Globe Trotter Secrets Revealed: Pre-Travel Organisation Tips

Whether you are venturing off on your first ever far-flung adventure or you are a seasoned pro heading off to sunnier climes, there is always a seemingly neverending list of things to as long as your arm before you can even consider contemplating your three, six or twelve months away from home. Putting the preparation in now and being as organised as possible before you set foot on the airplane will be worth the effort. Short term pain for lucrative long-term gains is the aim. Whereas you do hear urban myths of people just rocking up at the airport having decided the evening before that they’re leaving their lives behind without a second thought, these stories are few and far between and they’re rarely true. They are the stuff of Hollywood movies and daydreams.

Getting all of your stuff in order before you head off travelling will have a huge impact on the success of your trip. Imagine being in the centre of the Borneo jungle, only for your mum to call to remind you that your council tax is due. It’s an unnecessary stress and one that you could’ve easily taken care of before you hot-footed it abroad. Read on to find out how you can master the art of pre-travel organisation.

Finances

Although you may be travelling on a shoestring and backpacking your way around the most basic of hostels to save every penny, you can’t afford to be racking up debt at home while globe trotting. Ensure that your rent is all paid up, you’ve handed in your notice (if relevant), all of your taxes are paid and up to date and you’ve managed to clear the debt on your credit card. It’s pretty irresponsible to be sunning yourself in Koh Samui when your parents have to deal with bailiffs looking for you.

Getting all of your financial ducks lined up in a super neat row will ease the stress of monetary worries on your travels. Keeping things simple, and taking cash and a credit card for emergencies is usually the way to go. Ensure that you have a money belt that you can strap around your body under your clothes to avoid the dreaded pickpocket that targets the obvious touristy types.

Stuff

Even if you aren’t one for clutter, the chances are that you have some items that you won’t be travelling with. This could be a whole host of furniture, a vast collection of sports memorabilia or boxes and boxes of CDs.
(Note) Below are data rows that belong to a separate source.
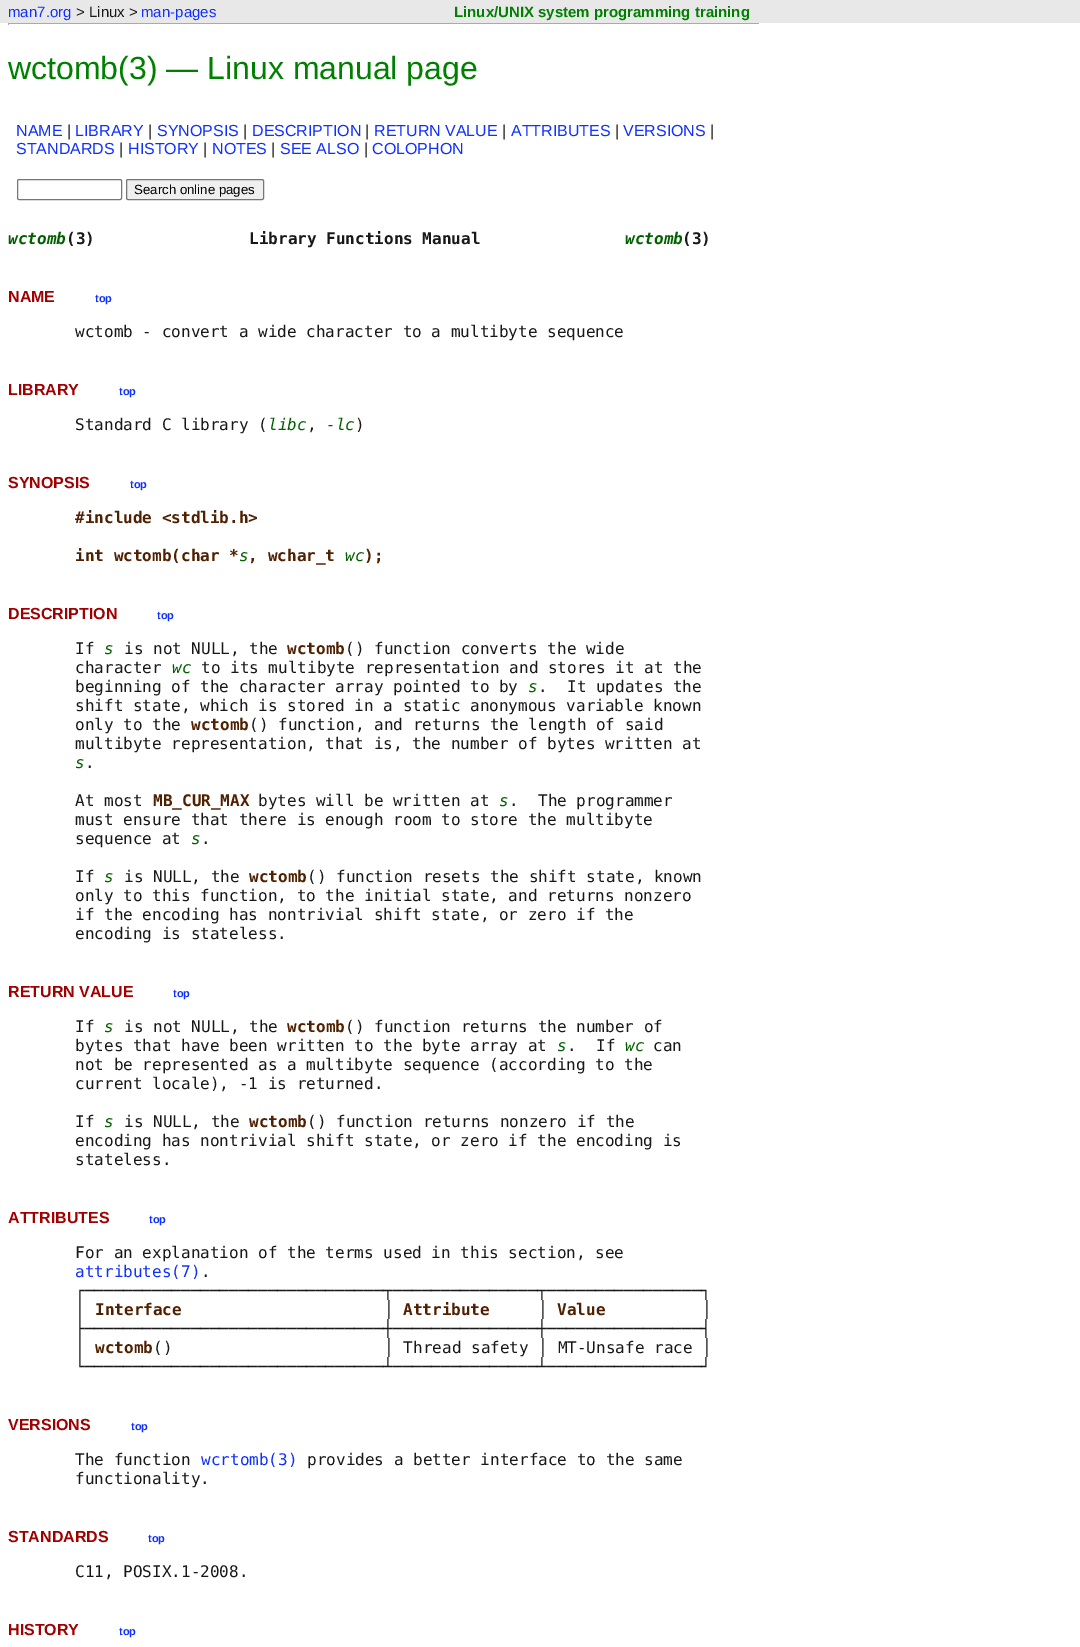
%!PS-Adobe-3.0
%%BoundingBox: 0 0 1080 1647
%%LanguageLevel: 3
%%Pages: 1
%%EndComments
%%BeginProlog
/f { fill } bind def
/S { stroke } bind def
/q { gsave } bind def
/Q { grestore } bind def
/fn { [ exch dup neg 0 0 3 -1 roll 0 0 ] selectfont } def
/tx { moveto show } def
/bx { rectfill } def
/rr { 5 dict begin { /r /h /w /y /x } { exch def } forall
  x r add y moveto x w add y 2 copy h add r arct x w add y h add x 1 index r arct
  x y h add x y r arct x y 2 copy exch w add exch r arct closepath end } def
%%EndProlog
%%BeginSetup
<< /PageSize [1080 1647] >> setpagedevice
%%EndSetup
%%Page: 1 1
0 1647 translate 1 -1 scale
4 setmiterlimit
1 setgray
0 0 1080 1647 bx
0.91 setgray
0 0 1080 23 bx
/LiberationSans-Regular 15 fn
0.063 0.188 1 setrgbcolor
(man7.org) 8 17 tx
0.094 setgray
(> Linux >) 76 17 tx
0.063 0.188 1 setrgbcolor
(man-pages) 141 17 tx
/LiberationSans-Bold 15 fn
0 0.502 0 setrgbcolor
(Linux/UNIX system programming training) 454 17 tx
0.667 setgray
8 23 752 1 bx
1 setgray
759 23 1 2 bx
0.667 setgray
8 23 1 2 bx
/LiberationSans-Regular 32 fn
0 0.502 0 setrgbcolor
(wctomb\(3\) — Linux manual page) 8 79 tx
/LiberationSans-Regular 16 fn
0.063 0.188 1 setrgbcolor
(NAME) 16 136 tx
0.094 setgray
(|) 67 136 tx
0.063 0.188 1 setrgbcolor
(LIBRARY) 75 136 tx
0.094 setgray
(|) 148 136 tx
0.063 0.188 1 setrgbcolor
(SYNOPSIS) 157 136 tx
0.094 setgray
(|) 243 136 tx
0.063 0.188 1 setrgbcolor
(DESCRIPTION) 252 136 tx
0.094 setgray
(|) 365 136 tx
0.063 0.188 1 setrgbcolor
(RETURN VALUE) 374 136 tx
0.094 setgray
(|) 502 136 tx
0.063 0.188 1 setrgbcolor
(ATTRIBUTES) 511 136 tx
0.094 setgray
(|) 615 136 tx
0.063 0.188 1 setrgbcolor
(VERSIONS) 623 136 tx
0.094 setgray
(|) 710 136 tx
0.063 0.188 1 setrgbcolor
(STANDARDS) 16 154 tx
0.094 setgray
(|) 119 154 tx
0.063 0.188 1 setrgbcolor
(HISTORY) 128 154 tx
0.094 setgray
(|) 203 154 tx
0.063 0.188 1 setrgbcolor
(NOTES) 212 154 tx
0.094 setgray
(|) 271 154 tx
0.063 0.188 1 setrgbcolor
(SEE ALSO) 280 154 tx
0.094 setgray
(|) 364 154 tx
0.063 0.188 1 setrgbcolor
(COLOPHON) 372 154 tx
0.463 setgray
17.5 179.5 104 20 1.5 rr S
0.937 setgray
126.5 179.5 137 20 1.5 rr q f Q
0.463 setgray
S
/LiberationSans-Regular 13.25 fn
0 setgray
(Search online pages) 134 194 tx
/DejaVuSansMono-BoldItalic 16 fn
0 0.376 0 setrgbcolor
(wctomb) 8 244 tx
/DejaVuSansMono-Bold 16 fn
0.094 setgray
(\(3\)                Library Functions Manual) 66 244 tx
/DejaVuSansMono-BoldItalic 16 fn
0 0.376 0 setrgbcolor
(wctomb) 625 244 tx
/DejaVuSansMono-Bold 16 fn
0.094 setgray
(\(3\)) 682 244 tx
/LiberationSans-Bold 16 fn
0.627 0 0 setrgbcolor
(NAME) 8 302 tx
/LiberationSans-Bold 11 fn
0.063 0.188 1 setrgbcolor
(top) 95 302 tx
/DejaVuSansMono-Regular 16 fn
0.094 setgray
(wctomb - convert a wide character to a multibyte sequence) 75 337 tx
/LiberationSans-Bold 16 fn
0.627 0 0 setrgbcolor
(LIBRARY) 8 395 tx
/LiberationSans-Bold 11 fn
0.063 0.188 1 setrgbcolor
(top) 119 395 tx
/DejaVuSansMono-Regular 16 fn
0.094 setgray
(Standard C library \() 75 430 tx
/DejaVuSansMono-Italic 16 fn
0 0.376 0 setrgbcolor
(libc) 268 430 tx
/DejaVuSansMono-Regular 16 fn
0.094 setgray
(,) 307 430 tx
/DejaVuSansMono-Italic 16 fn
0 0.376 0 setrgbcolor
(-lc) 326 430 tx
/DejaVuSansMono-Regular 16 fn
0.094 setgray
(\)) 355 430 tx
/LiberationSans-Bold 16 fn
0.627 0 0 setrgbcolor
(SYNOPSIS) 8 488 tx
/LiberationSans-Bold 11 fn
0.063 0.188 1 setrgbcolor
(top) 130 488 tx
/DejaVuSansMono-Bold 16 fn
0.314 0.125 0 setrgbcolor
(#include <stdlib.h>) 75 523 tx
(int wctomb\(char * , wchar_t) 75 561 tx
(\);) 364 561 tx
/DejaVuSansMono-Italic 16 fn
0 0.376 0 setrgbcolor
(s) 239 561 tx
(wc) 345 561 tx
/LiberationSans-Bold 16 fn
0.627 0 0 setrgbcolor
(DESCRIPTION) 8 619 tx
/LiberationSans-Bold 11 fn
0.063 0.188 1 setrgbcolor
(top) 157 619 tx
/DejaVuSansMono-Regular 16 fn
0.094 setgray
(If) 75 654 tx
/DejaVuSansMono-Italic 16 fn
0 0.376 0 setrgbcolor
(s) 104 654 tx
/DejaVuSansMono-Regular 16 fn
0.094 setgray
(is not NULL, the) 124 654 tx
/DejaVuSansMono-Bold 16 fn
0.314 0.125 0 setrgbcolor
(wctomb) 287 654 tx
/DejaVuSansMono-Regular 16 fn
0.094 setgray
(\(\) function converts the wide) 345 654 tx
(character) 75 673 tx
/DejaVuSansMono-Italic 16 fn
0 0.376 0 setrgbcolor
(wc) 172 673 tx
/DejaVuSansMono-Regular 16 fn
0.094 setgray
(to its multibyte representation and stores it at the) 201 673 tx
(beginning of the character array pointed to by) 75 692 tx
/DejaVuSansMono-Italic 16 fn
0 0.376 0 setrgbcolor
(s) 528 692 tx
/DejaVuSansMono-Regular 16 fn
0.094 setgray
(.  It updates the) 538 692 tx
(shift state, which is stored in a static anonymous variable known) 75 711 tx
(only to the) 75 730 tx
/DejaVuSansMono-Bold 16 fn
0.314 0.125 0 setrgbcolor
(wctomb) 191 730 tx
/DejaVuSansMono-Regular 16 fn
0.094 setgray
(\(\) function, and returns the length of said) 249 730 tx
(multibyte representation, that is, the number of bytes written at) 75 749 tx
/DejaVuSansMono-Italic 16 fn
0 0.376 0 setrgbcolor
(s) 75 768 tx
/DejaVuSansMono-Regular 16 fn
0.094 setgray
(.) 85 768 tx
(At most) 75 806 tx
/DejaVuSansMono-Bold 16 fn
0.314 0.125 0 setrgbcolor
(MB_CUR_MAX) 153 806 tx
/DejaVuSansMono-Regular 16 fn
0.094 setgray
(bytes will be written at) 258 806 tx
/DejaVuSansMono-Italic 16 fn
0 0.376 0 setrgbcolor
(s) 499 806 tx
/DejaVuSansMono-Regular 16 fn
0.094 setgray
(.  The programmer) 509 806 tx
(must ensure that there is enough room to store the multibyte) 75 825 tx
(sequence at) 75 844 tx
/DejaVuSansMono-Italic 16 fn
0 0.376 0 setrgbcolor
(s) 191 844 tx
/DejaVuSansMono-Regular 16 fn
0.094 setgray
(.) 201 844 tx
(If) 75 882 tx
/DejaVuSansMono-Italic 16 fn
0 0.376 0 setrgbcolor
(s) 104 882 tx
/DejaVuSansMono-Regular 16 fn
0.094 setgray
(is NULL, the) 124 882 tx
/DejaVuSansMono-Bold 16 fn
0.314 0.125 0 setrgbcolor
(wctomb) 249 882 tx
/DejaVuSansMono-Regular 16 fn
0.094 setgray
(\(\) function resets the shift state, known) 307 882 tx
(only to this function, to the initial state, and returns nonzero) 75 901 tx
(if the encoding has nontrivial shift state, or zero if the) 75 920 tx
(encoding is stateless.) 75 939 tx
/LiberationSans-Bold 16 fn
0.627 0 0 setrgbcolor
(RETURN VALUE) 8 997 tx
/LiberationSans-Bold 11 fn
0.063 0.188 1 setrgbcolor
(top) 173 997 tx
/DejaVuSansMono-Regular 16 fn
0.094 setgray
(If) 75 1032 tx
/DejaVuSansMono-Italic 16 fn
0 0.376 0 setrgbcolor
(s) 104 1032 tx
/DejaVuSansMono-Regular 16 fn
0.094 setgray
(is not NULL, the) 124 1032 tx
/DejaVuSansMono-Bold 16 fn
0.314 0.125 0 setrgbcolor
(wctomb) 287 1032 tx
/DejaVuSansMono-Regular 16 fn
0.094 setgray
(\(\) function returns the number of) 345 1032 tx
(bytes that have been written to the byte array at) 75 1051 tx
/DejaVuSansMono-Italic 16 fn
0 0.376 0 setrgbcolor
(s) 557 1051 tx
/DejaVuSansMono-Regular 16 fn
0.094 setgray
(.  If) 567 1051 tx
/DejaVuSansMono-Italic 16 fn
0 0.376 0 setrgbcolor
(wc) 625 1051 tx
/DejaVuSansMono-Regular 16 fn
0.094 setgray
(can) 653 1051 tx
(not be represented as a multibyte sequence \(according to the) 75 1070 tx
(current locale\), -1 is returned.) 75 1089 tx
(If) 75 1127 tx
/DejaVuSansMono-Italic 16 fn
0 0.376 0 setrgbcolor
(s) 104 1127 tx
/DejaVuSansMono-Regular 16 fn
0.094 setgray
(is NULL, the) 124 1127 tx
/DejaVuSansMono-Bold 16 fn
0.314 0.125 0 setrgbcolor
(wctomb) 249 1127 tx
/DejaVuSansMono-Regular 16 fn
0.094 setgray
(\(\) function returns nonzero if the) 307 1127 tx
(encoding has nontrivial shift state, or zero if the encoding is) 75 1146 tx
(stateless.) 75 1165 tx
/LiberationSans-Bold 16 fn
0.627 0 0 setrgbcolor
(ATTRIBUTES) 8 1223 tx
/LiberationSans-Bold 11 fn
0.063 0.188 1 setrgbcolor
(top) 149 1223 tx
/DejaVuSansMono-Regular 16 fn
0.094 setgray
(For an explanation of the terms used in this section, see) 75 1258 tx
0.063 0.188 1 setrgbcolor
(attributes\(7\)) 75 1277 tx
0.094 setgray
(.) 201 1277 tx
(┌───────────────────────────────┬───────────────┬────────────────┐) 75 1296 tx
(│) 75 1315 tx
/DejaVuSansMono-Bold 16 fn
0.314 0.125 0 setrgbcolor
(Interface) 95 1315 tx
/DejaVuSansMono-Regular 16 fn
0.094 setgray
(│) 384 1315 tx
/DejaVuSansMono-Bold 16 fn
0.314 0.125 0 setrgbcolor
(Attribute) 403 1315 tx
/DejaVuSansMono-Regular 16 fn
0.094 setgray
(│) 538 1315 tx
/DejaVuSansMono-Bold 16 fn
0.314 0.125 0 setrgbcolor
(Value) 557 1315 tx
/DejaVuSansMono-Regular 16 fn
0.094 setgray
(│) 702 1315 tx
(├───────────────────────────────┼───────────────┼────────────────┤) 75 1334 tx
(│) 75 1353 tx
/DejaVuSansMono-Bold 16 fn
0.314 0.125 0 setrgbcolor
(wctomb) 95 1353 tx
/DejaVuSansMono-Regular 16 fn
0.094 setgray
(\(\)                      │ Thread safety │ MT-Unsafe race │) 153 1353 tx
(└───────────────────────────────┴───────────────┴────────────────┘) 75 1372 tx
/LiberationSans-Bold 16 fn
0.627 0 0 setrgbcolor
(VERSIONS) 8 1430 tx
/LiberationSans-Bold 11 fn
0.063 0.188 1 setrgbcolor
(top) 131 1430 tx
/DejaVuSansMono-Regular 16 fn
0.094 setgray
(The function) 75 1465 tx
0.063 0.188 1 setrgbcolor
(wcrtomb\(3\)) 201 1465 tx
0.094 setgray
(provides a better interface to the same) 307 1465 tx
(functionality.) 75 1484 tx
/LiberationSans-Bold 16 fn
0.627 0 0 setrgbcolor
(STANDARDS) 8 1542 tx
/LiberationSans-Bold 11 fn
0.063 0.188 1 setrgbcolor
(top) 148 1542 tx
/DejaVuSansMono-Regular 16 fn
0.094 setgray
(C11, POSIX.1-2008.) 75 1577 tx
/LiberationSans-Bold 16 fn
0.627 0 0 setrgbcolor
(HISTORY) 8 1635 tx
/LiberationSans-Bold 11 fn
0.063 0.188 1 setrgbcolor
(top) 119 1635 tx
showpage
%%EOF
You could, of course, ask your parents to keep it all in their attic for a little while, but you may not want to burden them with your stuff. Instead, consider heading down to somewhere like Safestore and enquire about hiring a storage unit for the length of time that you’ll be away. This way you’ll know that all of your precious items will be safe and secure under lock and key while you’re off galavanting and swimming with sharks and sampling the street food of Cape Town.

Visas

Depending on where you’re travelling to, you may need to sort out some paperwork and documentation before you leave your home country. Google is your best friend. Venture online and research every destination you’ll be visiting. Make a note of the visas you need to apply for and the length of time you need to sort out all the boring paperwork. Don’t leave it until the last minute. This is the single most important thing you need to get sorted before setting off on your adventure. Without the right visa, you could see yourself denied entry into the country you wish to visit and you could that you’re quickly on a return flight home.

Passport And Tickets

It goes without saying that your biometric passport needs to be up to date. You may require a minimum amount of validity remaining on your passport when you enter your destination. As a rule of thumb, it’s wise to ensure that your passport has at least six months left on it before you head off on your travels.
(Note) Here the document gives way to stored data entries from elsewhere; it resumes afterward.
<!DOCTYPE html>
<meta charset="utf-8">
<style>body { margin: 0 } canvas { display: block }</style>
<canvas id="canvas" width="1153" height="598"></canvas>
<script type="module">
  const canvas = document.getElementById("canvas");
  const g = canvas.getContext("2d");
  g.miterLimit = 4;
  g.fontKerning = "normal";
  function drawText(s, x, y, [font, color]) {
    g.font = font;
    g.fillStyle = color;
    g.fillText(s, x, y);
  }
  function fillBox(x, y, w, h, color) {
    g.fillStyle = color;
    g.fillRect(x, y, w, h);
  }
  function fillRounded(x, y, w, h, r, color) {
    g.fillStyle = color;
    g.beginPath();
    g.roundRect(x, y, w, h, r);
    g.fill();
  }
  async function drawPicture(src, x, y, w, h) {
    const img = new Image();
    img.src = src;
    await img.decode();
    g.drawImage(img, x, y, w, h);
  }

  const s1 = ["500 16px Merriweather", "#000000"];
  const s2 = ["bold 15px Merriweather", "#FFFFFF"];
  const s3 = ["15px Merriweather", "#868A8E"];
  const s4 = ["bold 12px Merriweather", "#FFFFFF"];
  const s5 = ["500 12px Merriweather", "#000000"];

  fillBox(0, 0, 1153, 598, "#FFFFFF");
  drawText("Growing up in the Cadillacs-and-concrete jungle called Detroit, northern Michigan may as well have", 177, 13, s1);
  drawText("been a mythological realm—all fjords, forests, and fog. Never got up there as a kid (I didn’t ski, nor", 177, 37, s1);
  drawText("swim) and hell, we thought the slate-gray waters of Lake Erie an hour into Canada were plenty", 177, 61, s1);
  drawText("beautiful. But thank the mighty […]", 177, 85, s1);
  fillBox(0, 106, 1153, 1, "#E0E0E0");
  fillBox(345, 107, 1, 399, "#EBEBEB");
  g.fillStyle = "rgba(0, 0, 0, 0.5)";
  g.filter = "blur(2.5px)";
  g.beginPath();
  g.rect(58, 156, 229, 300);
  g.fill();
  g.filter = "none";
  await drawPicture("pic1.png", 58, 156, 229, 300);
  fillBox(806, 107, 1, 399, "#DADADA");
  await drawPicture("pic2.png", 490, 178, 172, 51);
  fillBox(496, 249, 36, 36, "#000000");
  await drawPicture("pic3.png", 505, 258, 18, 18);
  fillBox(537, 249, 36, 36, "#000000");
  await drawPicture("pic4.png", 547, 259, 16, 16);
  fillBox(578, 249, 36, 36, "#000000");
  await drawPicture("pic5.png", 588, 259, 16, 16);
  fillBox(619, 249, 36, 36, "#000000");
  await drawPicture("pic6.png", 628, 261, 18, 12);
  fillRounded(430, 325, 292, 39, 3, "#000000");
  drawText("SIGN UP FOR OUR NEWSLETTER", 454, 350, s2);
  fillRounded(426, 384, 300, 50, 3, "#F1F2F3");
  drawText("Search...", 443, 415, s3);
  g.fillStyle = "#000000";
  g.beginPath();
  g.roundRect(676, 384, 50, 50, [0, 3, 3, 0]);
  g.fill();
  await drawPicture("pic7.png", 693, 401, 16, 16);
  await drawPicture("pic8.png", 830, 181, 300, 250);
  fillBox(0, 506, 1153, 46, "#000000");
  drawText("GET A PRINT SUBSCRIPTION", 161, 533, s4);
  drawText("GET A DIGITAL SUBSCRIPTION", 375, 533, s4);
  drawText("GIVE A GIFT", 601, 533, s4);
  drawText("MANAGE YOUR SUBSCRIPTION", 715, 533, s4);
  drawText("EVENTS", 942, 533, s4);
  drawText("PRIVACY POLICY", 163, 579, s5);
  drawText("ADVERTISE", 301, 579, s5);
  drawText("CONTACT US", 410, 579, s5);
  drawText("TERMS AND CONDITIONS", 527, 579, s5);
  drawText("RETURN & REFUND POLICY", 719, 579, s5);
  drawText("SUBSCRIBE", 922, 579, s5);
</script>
When searching for flights and accommodation, it pays to shop around. There is a whole host of comparison sites, each one declaring themselves cheaper and better than all the others with a confusing range of money back guarantees that rarely come to fruition. The best way to find the best price is to go direct. Head to the flight operator’s website or search for the hotel or hostel you want to stay at and email them or give them a call. The best prices can be found by going directly to the source and skipping the middleman.

The Exciting Part: Your Itinerary

Even if you are the most spontaneous person on the planet, it’s vital that you have some sort of skeleton itinerary to accompany you on your travels. For example, if you’re heading to Japan, you’ll need to sort your transport before arriving. A Japan Rail Pass can save you thousands of yen on bullet train fares, but you can only buy one outside of the land of the rising sun.

If you are planning on a long-term adventure, it’s wise to sort out all of your flights prior to leaving your home country. Head to charity shops and try to find the Lonely Planet-esque guidebooks for your chosen destinations. If they were published within the past three or four years, you could save yourself a small fortune and still be reading the most up to date and relevant information.

Every traveller needs a decent backpack. It pays not to scrimp on the quality of your rucksack as you’ll be taking it on numerous modes of transport, across potentially rugged terrain and it needs to be able to keep all of your items safe, secure and dry. If you can’t afford a top branded name, consider sourcing a good secondhand quality make. These can still be better than the lower quality budget buys.

Decide on the sort of accommodation you’ll be staying in. Some people enjoy slumming it with nothing more than a thirty-litre rucksack on their back and a couple of changes of clothes. Other travellers enjoy the finer things in life and will hot foot it as if money was no object staying in the finest five-star establishments. Honestly, the best way to travel is probably to find a mix of accommodation. Venturing to Iceland? Why not stay in an igloo for a night? Embarking on a trek across the Sahara? Stay with a local family and help tend to the camels for a couple of days. It is these unique experiences that you can arrange from the comfort of your own sofa before you set off that can ensure the trip of a lifetime.

Travelling and seeing the world is one of the most life-affirming experiences you can ever embark upon. You will have the opportunity to witness vistas that only a few other members of the human race have had chance to see. Whether you are a sightseer, a culture vulture or an adrenaline junkie, there is a journey or an activity that will cater for your needs. The most important thing is to be organised. The more pre-travel preparation you undertake, the more successful your jaunt across the globe will be.